# Some SolusVM humor to lighten the mood...



## KuJoe (Jun 23, 2013)




----------



## Wintereise (Jun 23, 2013)

Interestingly enough, the updates page shows them correctly.

lol


----------



## SkylarM (Jun 23, 2013)

I got that earlier in the night so loaded the update page and it read fine, went back to the main page and it was good again.

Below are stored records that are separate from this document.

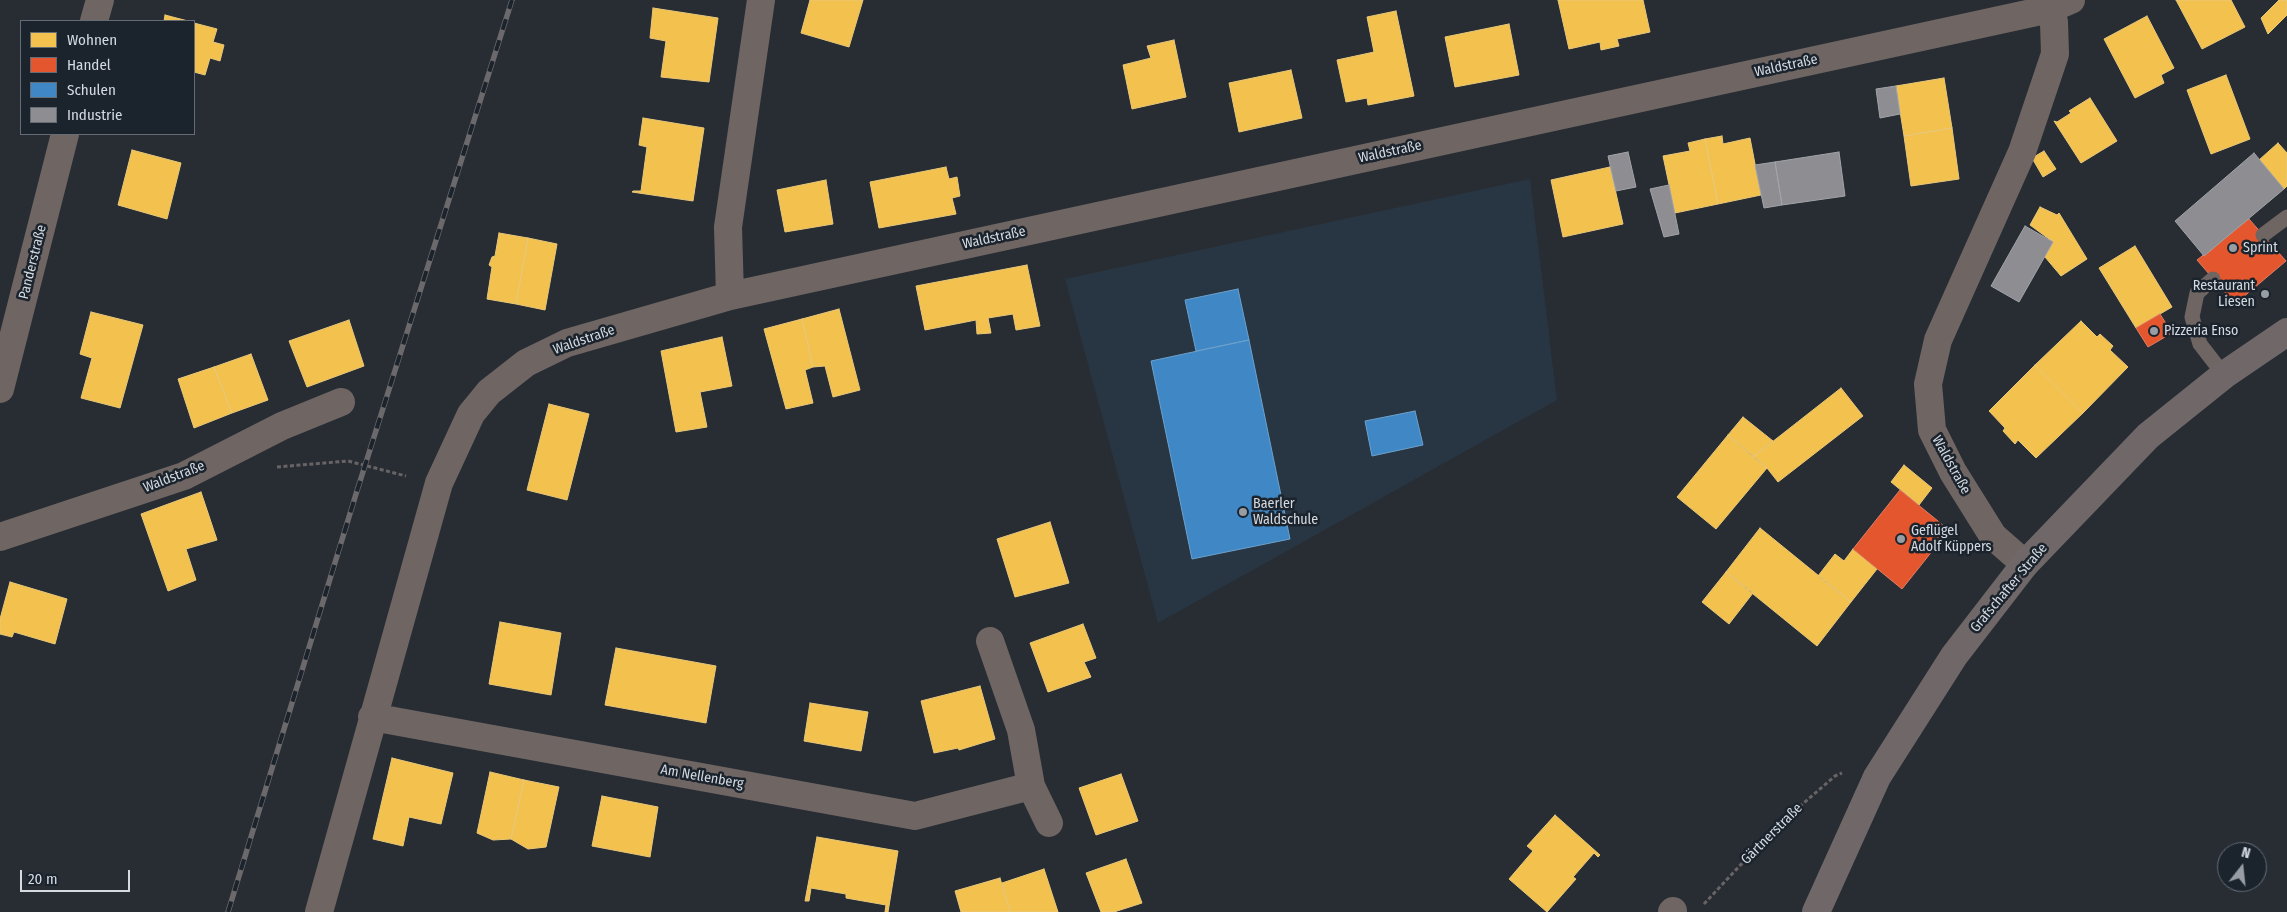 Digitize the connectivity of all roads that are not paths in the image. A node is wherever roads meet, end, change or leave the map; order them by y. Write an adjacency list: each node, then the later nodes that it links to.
1 (100, 0): 4 (street)
2 (761, 0): 9 (street)
3 (2060, 4): 9 (street, Waldstraße); 15 (street, Waldstraße)
4 (94, 20)
5 (66, 135): 12 (street, Panderstraße)
6 (2287, 218): 7 (lane)
7 (2263, 235)
8 (2213, 279): 11 (lane)
9 (730, 296): 17 (street, Waldstraße)
10 (2287, 332): 11 (main road, Grafschafter Straße)
11 (2224, 374): 15 (main road, Grafschafter Straße)
12 (0, 389)
13 (341, 402): 14 (street, Waldstraße)
14 (1, 532)
15 (2025, 564): 21 (main road, Grafschafter Straße)
16 (990, 640): 18 (street)
17 (372, 717): 18 (street, Am Nellenberg); 20 (street)
18 (1031, 786): 19 (street)
19 (1048, 823)
20 (318, 912)
21 (1816, 912) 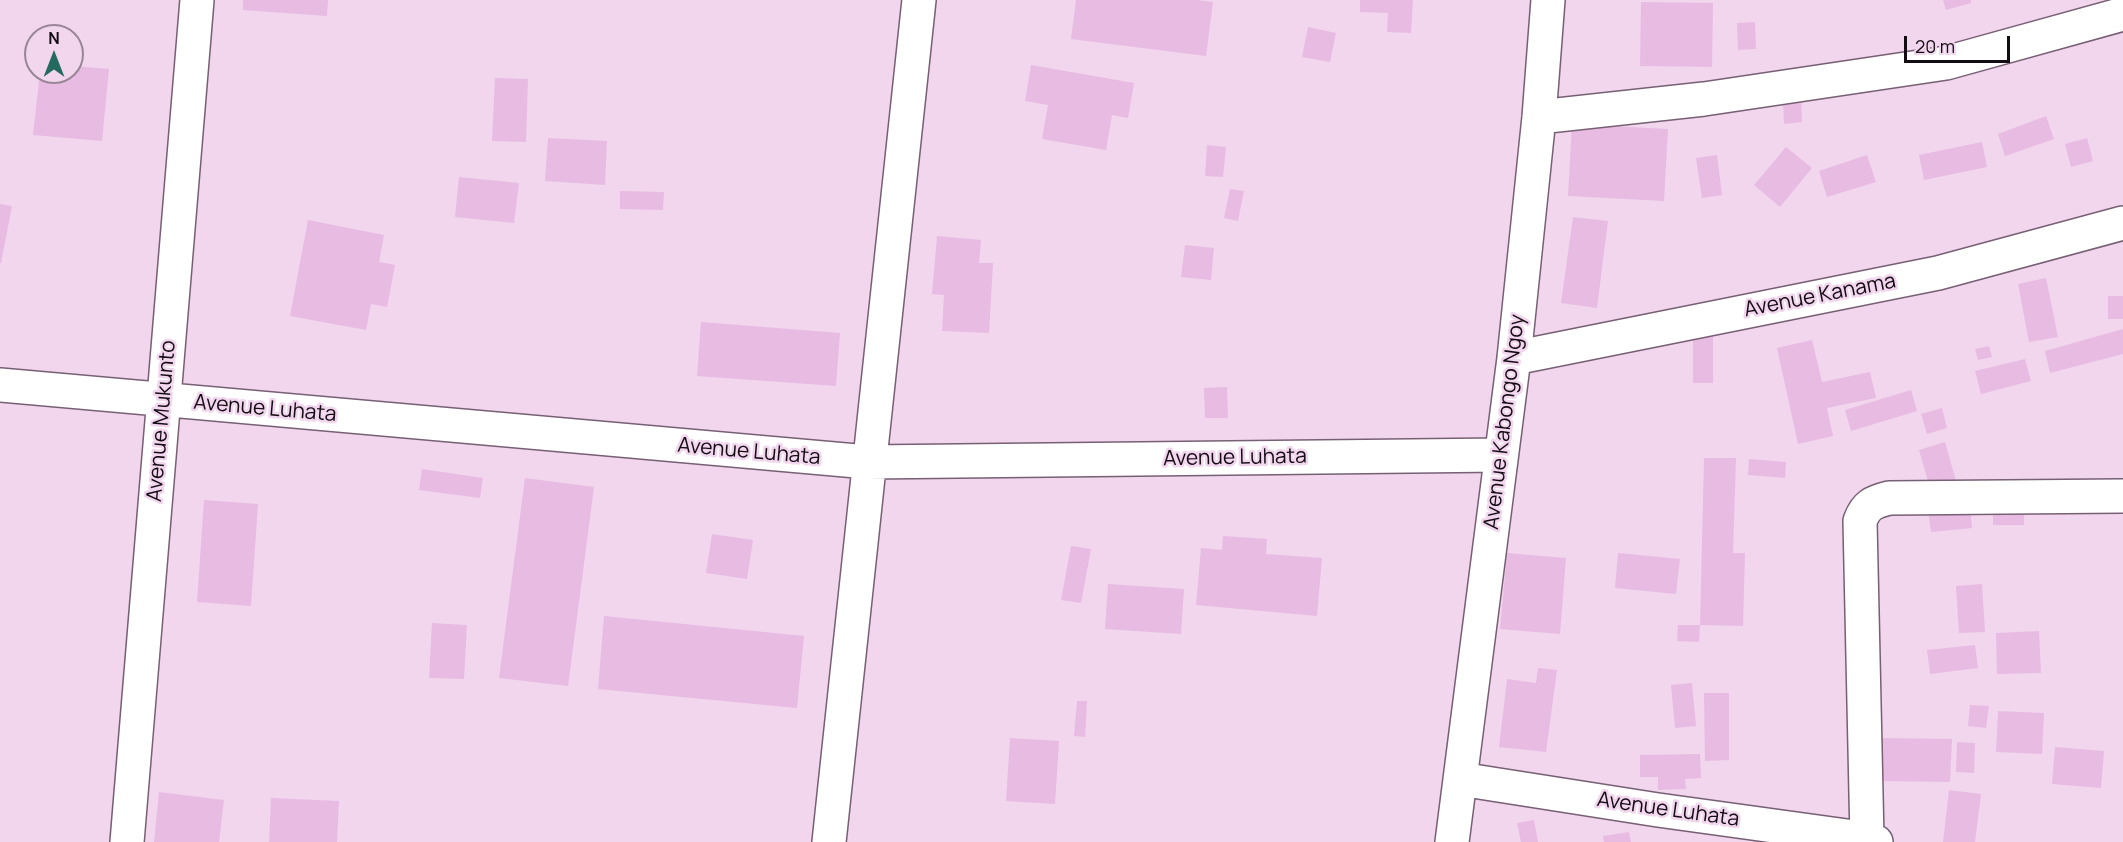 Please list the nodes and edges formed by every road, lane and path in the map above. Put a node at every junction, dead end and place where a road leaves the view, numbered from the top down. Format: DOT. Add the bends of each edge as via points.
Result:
graph roads {
  1 [pos="197,0"];
  2 [pos="919,0"];
  3 [pos="1548,0"];
  4 [pos="2123,14"];
  5 [pos="1539,117"];
  6 [pos="2123,223"];
  7 [pos="1514,358"];
  8 [pos="0,385"];
  9 [pos="164,400"];
  10 [pos="1502,455"];
  11 [pos="868,462"];
  12 [pos="2123,496"];
  13 [pos="1460,779"];
  14 [pos="1872,841"];
  15 [pos="127,842"];
  16 [pos="829,842"];
  17 [pos="1452,842"];
  1 -- 9 [label="street, Avenue Mukunto"];
  2 -- 11 [label="street"];
  3 -- 5 [label="street, Avenue Kabongo Ngoy"];
  4 -- 5 [label="street" via="1946,63 1704,99"];
  5 -- 7 [label="street, Avenue Kabongo Ngoy"];
  6 -- 7 [label="street, Avenue Kanama" via="1938,273"];
  7 -- 10 [label="street, Avenue Kabongo Ngoy"];
  8 -- 9 [label="street, Avenue Luhata"];
  9 -- 11 [label="street, Avenue Luhata"];
  9 -- 15 [label="street, Avenue Mukunto"];
  10 -- 11 [label="street, Avenue Luhata"];
  10 -- 13 [label="street, Avenue Kabongo Ngoy"];
  11 -- 16 [label="street"];
  12 -- 14 [label="street" via="1889,498 1865,508 1860,521"];
  13 -- 14 [label="street, Avenue Luhata"];
  13 -- 17 [label="street, Avenue Kabongo Ngoy"];
}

Was pretty amusing.


----------



## D. Strout (Jun 23, 2013)

Is it possible that that indicates progress towards a new version?


----------



## MCH-Phil (Jun 23, 2013)

My panel has been jumping back and forth from being correct and not being correct, like in the image.


----------



## vanarp (Jun 23, 2013)

MCH-Phil said:


> My panel has been jumping back and forth from being correct and not being correct, like in the image.


 
Well, it might actually be _corrupt  __ _


----------



## concerto49 (Jun 23, 2013)

vanarp said:


> Well, it might actually be _corrupt  __ _


Isn't that a feature by default?


----------



## KuJoe (Jun 24, 2013)

I think they are trying to tell us that the latest stable version is 1.0.0


----------



## weservit (Jun 24, 2013)

Also the latest version on their site is blank and the link to the release notes is to solusvm.com instead of their wiki.


----------



## Coastercraze (Jun 24, 2013)

Better than mine... it's just a line for me :O


----------



## D. Strout (Jun 24, 2013)

"Stable version" - I didn't think they'd come out with one yet?


----------



## KuJoe (Jun 24, 2013)

D. Strout said:


> "Stable version" - I didn't think they'd come out with one yet?


They did, but then they started pushing updates.  :lol:


----------